Ca²⁺/CaM-dependent protein kinase kinase (CaMKK) phosphorylates and activates downstream kinases, including CaMKI, CaMKIV, PKB, and AMPK, regulating various cellular functions such as neuronal morphogenesis, metabolic control, and pathophysiological pathways, such as cancer progression. CaMKKα/1 is tightly regulated by an autoinhibitory mechanism. CaMKKβ/2 activity is highly Ca²⁺/CaM-independent (autonomous activity) in vitro and Ca²⁺/CaM-dependent in cultured cells. Whether these two activity states of CaMKKβ/2 exist in vivo and the detailed regulatory mechanisms for the transition of both activity states remain unclear due to the difficulty in distinguishing the two activity states.
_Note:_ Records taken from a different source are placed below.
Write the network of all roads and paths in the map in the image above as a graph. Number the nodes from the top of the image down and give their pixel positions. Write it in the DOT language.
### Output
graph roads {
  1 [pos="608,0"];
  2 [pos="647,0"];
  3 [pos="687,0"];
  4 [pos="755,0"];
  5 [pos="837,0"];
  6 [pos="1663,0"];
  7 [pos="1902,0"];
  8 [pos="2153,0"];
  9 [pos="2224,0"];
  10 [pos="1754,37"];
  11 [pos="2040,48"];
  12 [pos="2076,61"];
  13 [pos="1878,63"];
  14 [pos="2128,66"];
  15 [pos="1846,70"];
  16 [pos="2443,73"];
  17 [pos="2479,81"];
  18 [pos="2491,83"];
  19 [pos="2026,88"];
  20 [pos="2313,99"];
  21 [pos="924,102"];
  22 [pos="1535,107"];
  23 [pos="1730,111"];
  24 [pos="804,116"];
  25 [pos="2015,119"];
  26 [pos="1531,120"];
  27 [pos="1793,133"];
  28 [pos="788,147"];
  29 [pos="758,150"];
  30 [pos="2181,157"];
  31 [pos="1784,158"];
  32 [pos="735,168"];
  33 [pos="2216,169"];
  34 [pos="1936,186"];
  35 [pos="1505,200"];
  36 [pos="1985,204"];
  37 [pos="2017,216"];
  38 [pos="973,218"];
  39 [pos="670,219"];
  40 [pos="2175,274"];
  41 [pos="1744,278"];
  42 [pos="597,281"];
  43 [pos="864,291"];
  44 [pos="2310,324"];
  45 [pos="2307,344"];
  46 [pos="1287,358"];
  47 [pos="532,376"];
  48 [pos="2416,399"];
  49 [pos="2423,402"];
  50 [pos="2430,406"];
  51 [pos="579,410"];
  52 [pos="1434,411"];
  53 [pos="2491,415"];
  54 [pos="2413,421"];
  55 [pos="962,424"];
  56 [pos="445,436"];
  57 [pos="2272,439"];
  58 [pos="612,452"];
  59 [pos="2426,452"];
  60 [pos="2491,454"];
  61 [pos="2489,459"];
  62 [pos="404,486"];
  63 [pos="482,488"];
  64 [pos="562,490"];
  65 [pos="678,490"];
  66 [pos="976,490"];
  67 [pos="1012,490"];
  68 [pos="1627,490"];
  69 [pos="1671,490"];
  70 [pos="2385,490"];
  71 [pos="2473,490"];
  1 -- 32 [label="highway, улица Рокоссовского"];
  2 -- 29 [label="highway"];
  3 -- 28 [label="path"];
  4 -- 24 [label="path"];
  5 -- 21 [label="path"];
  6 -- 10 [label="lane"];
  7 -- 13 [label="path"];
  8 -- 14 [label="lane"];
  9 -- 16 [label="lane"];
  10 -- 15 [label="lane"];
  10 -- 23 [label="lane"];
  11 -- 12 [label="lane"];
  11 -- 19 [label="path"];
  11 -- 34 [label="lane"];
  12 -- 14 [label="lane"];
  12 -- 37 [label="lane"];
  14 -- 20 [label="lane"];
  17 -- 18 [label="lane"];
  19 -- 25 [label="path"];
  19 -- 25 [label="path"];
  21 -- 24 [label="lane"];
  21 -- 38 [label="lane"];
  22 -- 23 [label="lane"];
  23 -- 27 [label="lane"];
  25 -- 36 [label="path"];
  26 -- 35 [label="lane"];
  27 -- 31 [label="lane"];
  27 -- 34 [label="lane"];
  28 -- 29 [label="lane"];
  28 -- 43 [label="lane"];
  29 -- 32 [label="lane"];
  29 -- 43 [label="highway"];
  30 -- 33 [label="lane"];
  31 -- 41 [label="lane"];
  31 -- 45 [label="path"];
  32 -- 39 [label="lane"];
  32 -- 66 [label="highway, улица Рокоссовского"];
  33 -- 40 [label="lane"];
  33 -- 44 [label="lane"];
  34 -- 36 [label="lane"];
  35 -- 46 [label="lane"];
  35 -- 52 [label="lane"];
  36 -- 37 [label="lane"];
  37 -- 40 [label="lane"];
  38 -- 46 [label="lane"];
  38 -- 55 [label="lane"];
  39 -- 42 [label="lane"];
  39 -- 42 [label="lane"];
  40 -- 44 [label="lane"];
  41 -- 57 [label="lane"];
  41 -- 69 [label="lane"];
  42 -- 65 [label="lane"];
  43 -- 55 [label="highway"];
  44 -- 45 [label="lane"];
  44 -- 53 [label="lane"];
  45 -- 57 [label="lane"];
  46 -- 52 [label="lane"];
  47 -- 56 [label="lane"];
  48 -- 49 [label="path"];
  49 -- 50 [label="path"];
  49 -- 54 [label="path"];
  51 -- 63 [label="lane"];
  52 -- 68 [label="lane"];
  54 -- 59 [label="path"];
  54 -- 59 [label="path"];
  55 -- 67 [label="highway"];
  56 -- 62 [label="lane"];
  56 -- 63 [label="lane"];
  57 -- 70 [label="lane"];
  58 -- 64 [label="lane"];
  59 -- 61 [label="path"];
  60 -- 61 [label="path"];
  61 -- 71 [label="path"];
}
In this study, we detected Ca²⁺-dependent and autonomous CaMKK activity in HeLa cells and successfully separated both activity states of CaMKKβ/2 in mouse brain and testis extracts using a recently developed CaMKK inhibitor (TIM-063)-coupled sepharose, which binds to the catalytic domain in the active state but not in the autoinhibited state. Furthermore, lambda protein phosphatase treatment converted the Ca²⁺/CaM-dependent form to the autonomous form of CaMKKβ/2, which was not affected by Ala mutation of Ser128, Ser132, and Ser136. The two activity forms of CaMKKβ/2 had equivalent Ca²⁺/CaM-binding ability. The findings demonstrate the presence of autonomous and Ca²⁺/CaM-dependent forms of CaMKKβ/2 independently in mouse tissues and cultured cells. The transition of these states of CaMKKβ/2 may be dynamically regulated by the phosphorylation/dephosphorylation of serine residues in the N-terminal regulatory domain.